I am curious how can structure of with linear successor function that do not admin induction looks like. In other words I would like to see structure of Peano Arithmetic without induction. I believe such axiomatization is called Robinson Arithmetic but I could not find any model of RA that is not model of PA.

Answer 1

See John Burgess, Fixing Frege (2005), page 56 :

None of the usual associative, commutative, or distributive laws for addition and multiplication can be proved in $\mathsf Q$ [i.e. Robinson arithmetic] nor can even the law $Sx \ne x$. As to this last point, a natural model of $\mathsf Q$ is provided (as Saul Kripke pointed out to the author) by the cardinal numbers, with $x$ defined as $x+1$. For infinite cardinals we then have $Sx=x$.
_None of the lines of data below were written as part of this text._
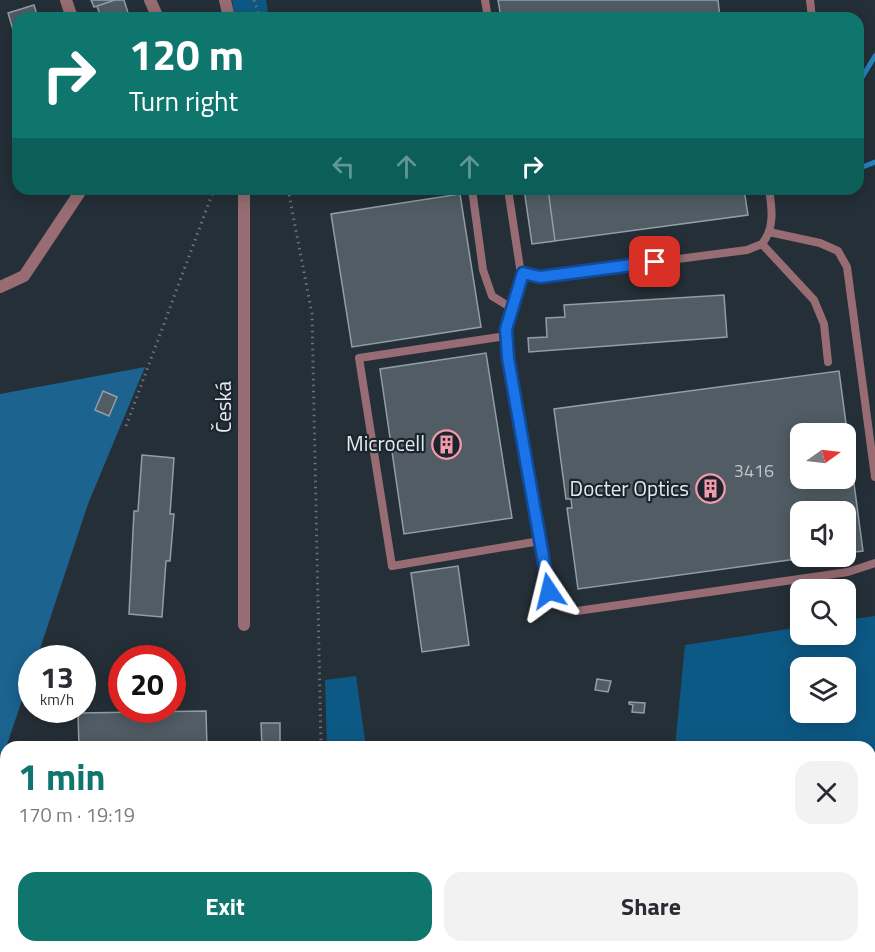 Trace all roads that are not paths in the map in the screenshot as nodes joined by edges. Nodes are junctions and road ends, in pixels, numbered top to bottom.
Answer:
1 (78, 195) edge
2 (244, 195) edge
3 (473, 195) edge
4 (509, 195) edge
5 (770, 195) edge
6 (769, 232) junction
7 (762, 244) junction
8 (523, 273) junction
9 (0, 286) edge
10 (513, 309) junction
11 (506, 336) junction
12 (828, 362) dead end
13 (875, 477) edge
14 (540, 541) junction
15 (875, 563) edge
16 (244, 625) dead end

1 - 9 street
2 - 16 street, Česká
3 - 10 lane
4 - 8 lane
5 - 6 lane
6 - 7 lane
6 - 13 lane
7 - 8 lane
7 - 12 lane
8 - 10 lane
10 - 11 lane
11 - 14 lane
11 - 14 lane
14 - 15 lane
See Peter Smith, An Introduction to Gödel's Theorems (1st ed 2007), page 56, for a model of $\mathsf Q$ made of the "usual" natural numbers plus two "rogue" elements $a,b$ such that :

$Sa = a$ and $Sb = b$.

In this way, Axioms 1 to 3 are satisfied.

Then :

re-interpret $\mathsf Q$’s function ‘+’. Suppose we take this to pick out addition*, where

$m+^∗ n = m+ n$ for any natural numbers $m, n$ in the domain, while

$a +^∗ n = a$ and $b +^∗ n = b$.

Further, for any $x$ (whether number or rogue element),

$x +^∗ a = b$ and $x +^∗ b = a$.

It is easily checked that interpreting ‘+’ as addition* still makes Axioms 4 and 5 true. But by construction,

$0 +^∗ a \ne a$,

so this interpretation makes $∀x(0 + x = x)$ false.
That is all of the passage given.